Prahlad, 17, (in the picture) the son of a daily wage earner, was picked up from an outreach clinic run by JSS deep in the forest region. He had advanced RHD and required double valve replacement, but due to abject poverty could not get the surgery done. “After counselling and assurance by our team that everything will be taken care by Rotary and JSS, the family agreed to the operation and now he is back to normal life. Sadly, however his father died two weeks back from an illness,” said Dr Singh.

 

Two TRF grants

“We will complete this project in the next six months. Through these two grants, Rotary has truly brought smiles back on the faces of patients and given them a new lease of life. Moreover, as bioprosthetic valves are used on these patients, they do not require follow up anticoagulation therapy. They are regularly being followed up in JSS clinics and all are doing well and are back to normal life,” added Dr Singh.

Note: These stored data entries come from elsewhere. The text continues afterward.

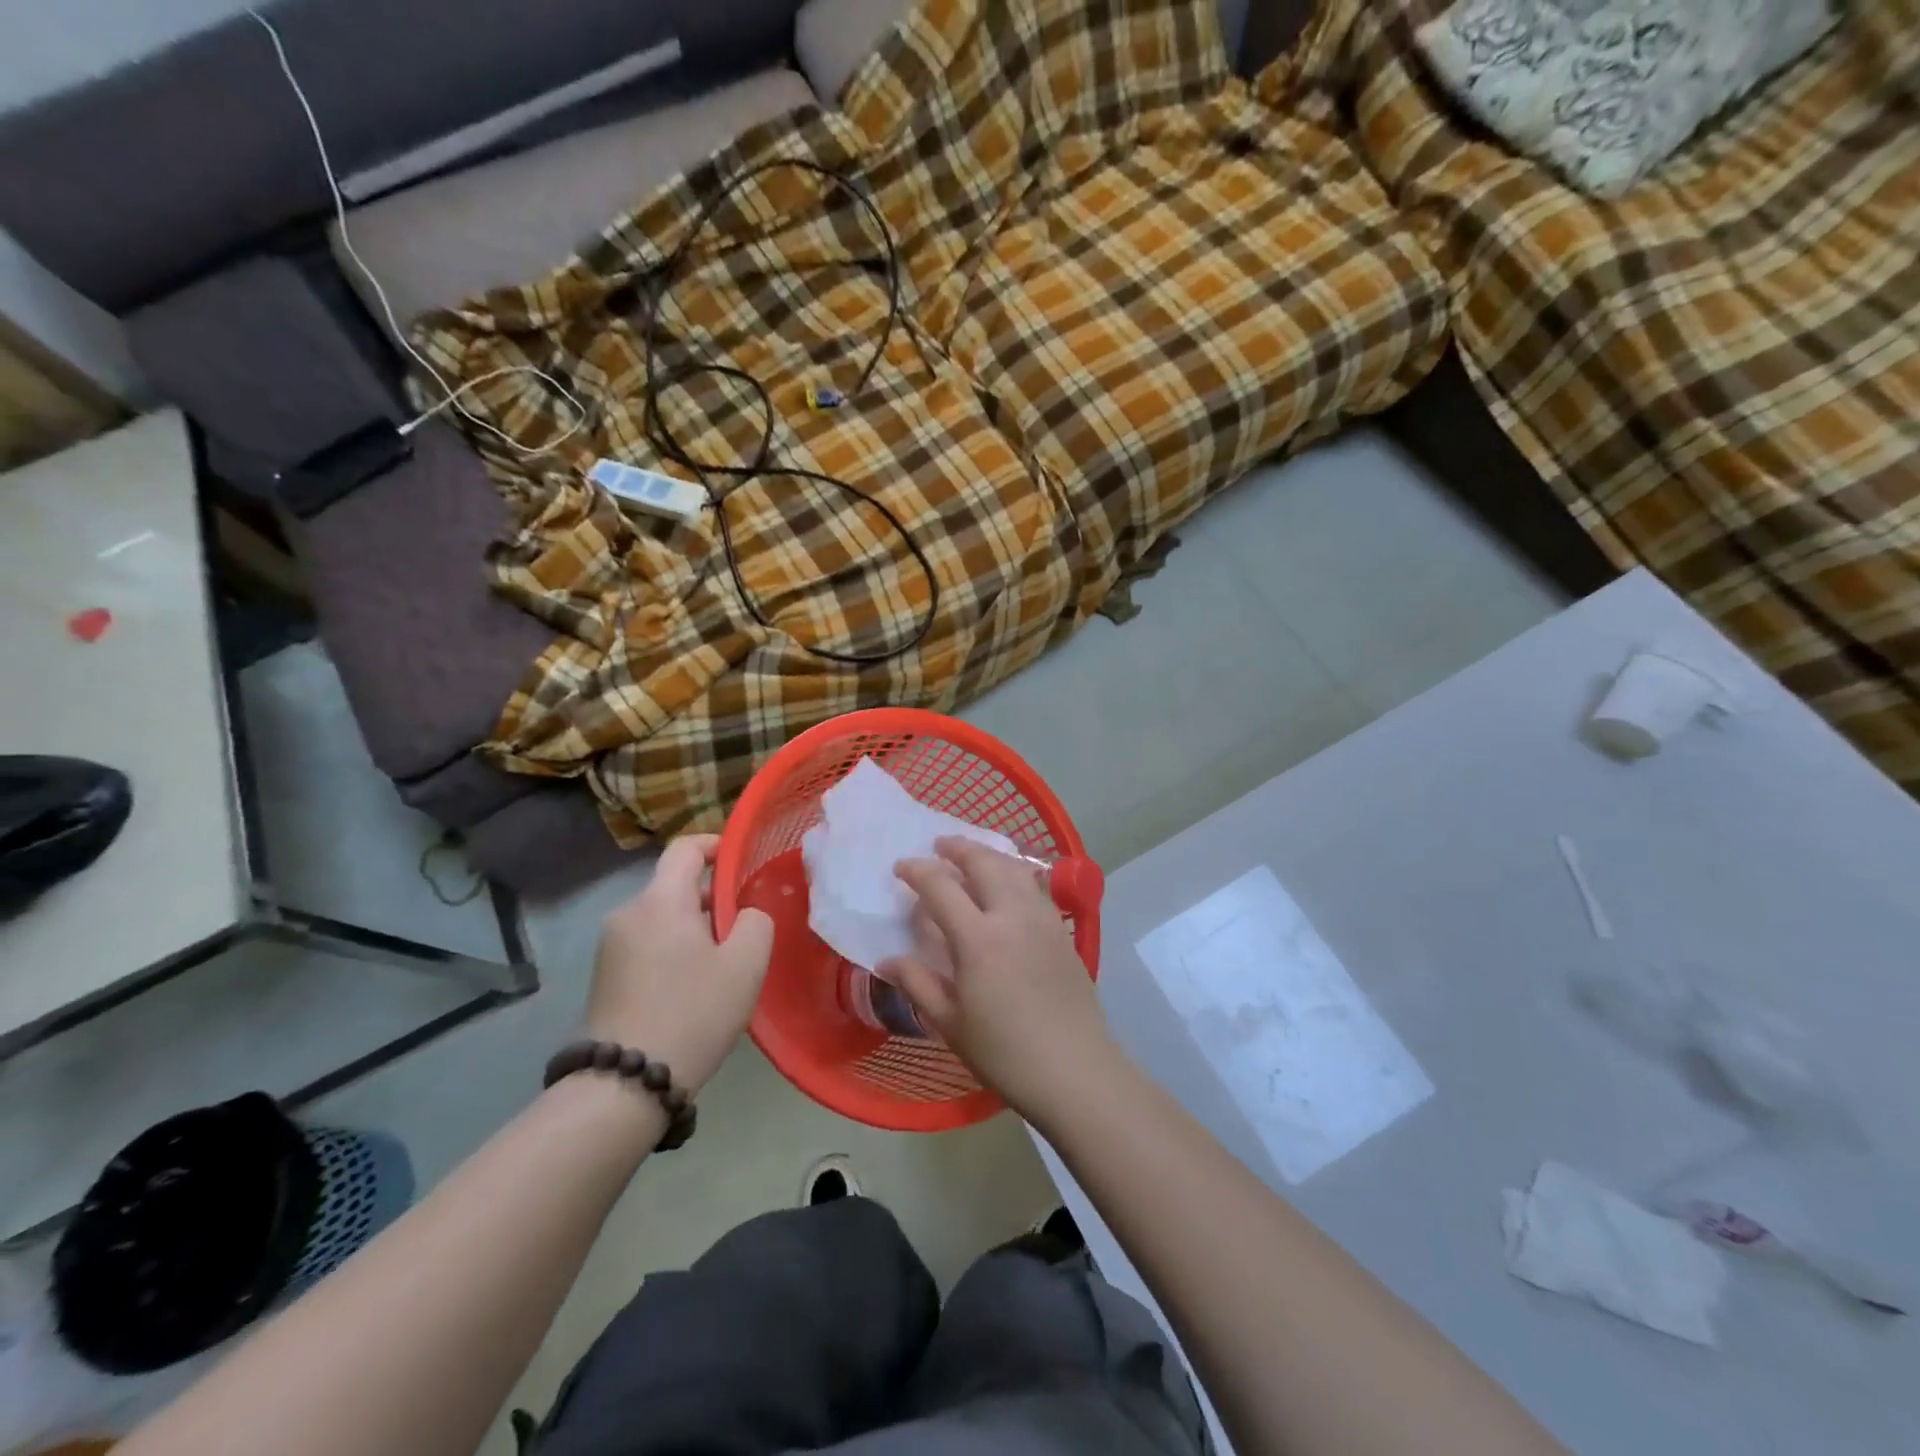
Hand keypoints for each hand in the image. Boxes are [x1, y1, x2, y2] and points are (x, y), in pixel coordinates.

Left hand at [586, 834, 773, 1095]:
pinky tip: (691, 988)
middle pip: (674, 886)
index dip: (715, 846)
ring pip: (662, 918)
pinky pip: (646, 944)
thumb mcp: (746, 964)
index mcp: (661, 900)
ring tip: (721, 964)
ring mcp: (610, 947)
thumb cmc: (693, 1012)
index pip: (684, 849)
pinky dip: (672, 950)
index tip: (739, 862)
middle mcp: (628, 913)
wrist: (625, 1082)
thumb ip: (755, 922)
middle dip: (710, 898)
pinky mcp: (604, 976)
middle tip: (742, 928)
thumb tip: (743, 914)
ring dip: (692, 928)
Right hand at [883, 838, 1114, 1121]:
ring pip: (1015, 868)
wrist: (1075, 1070)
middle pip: (984, 863)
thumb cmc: (1005, 1053)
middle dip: (958, 848)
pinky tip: (1008, 883)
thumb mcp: (950, 1023)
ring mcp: (1043, 920)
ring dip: (989, 854)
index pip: (941, 887)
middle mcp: (1012, 916)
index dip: (918, 871)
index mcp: (978, 939)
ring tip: (972, 856)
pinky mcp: (1063, 931)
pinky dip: (1016, 872)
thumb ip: (918, 983)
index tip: (901, 867)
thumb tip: (888, 959)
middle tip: (938, 846)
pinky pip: (1036, 886)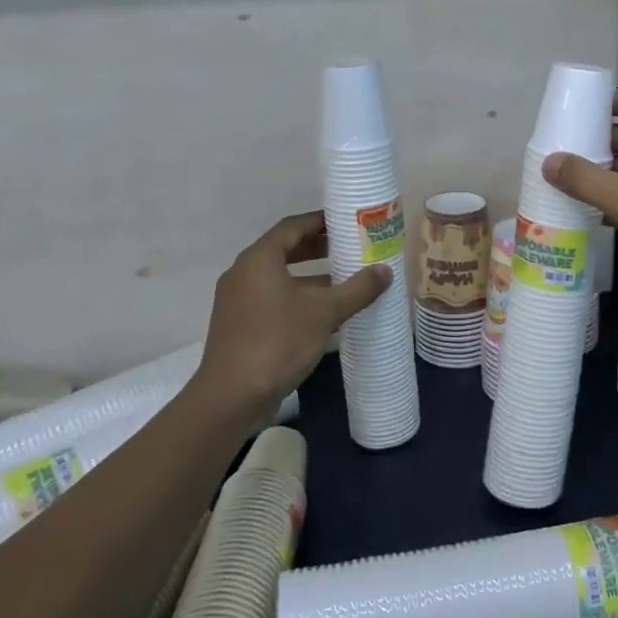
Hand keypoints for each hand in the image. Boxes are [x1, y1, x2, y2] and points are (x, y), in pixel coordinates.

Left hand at [194, 212, 390, 416]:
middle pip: (284, 250)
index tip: (346, 222)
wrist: (231, 396)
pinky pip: (272, 299)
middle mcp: (243, 273)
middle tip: (349, 248)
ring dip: (310, 276)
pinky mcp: (238, 325)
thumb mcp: (325, 312)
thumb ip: (357, 289)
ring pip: (278, 277)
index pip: (292, 226)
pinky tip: (323, 315)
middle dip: (317, 248)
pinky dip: (297, 297)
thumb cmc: (278, 341)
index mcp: (259, 259)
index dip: (320, 221)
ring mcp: (237, 300)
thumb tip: (385, 271)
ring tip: (343, 281)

On the importance of a TRF grant, Dr Singh said, “When Dr Kataria contacted me and I got in touch with some common friends in the US, they were willing to help, but only through a credible agency. That is where Rotary came into the picture. Our partners are very happy. Last fortnight they requested us to sponsor a global grant for an American project on human trafficking where they will educate American children on the dangers of human trafficking. It is a multi-district project for which we are the sponsor club and will do the auditing of their work!”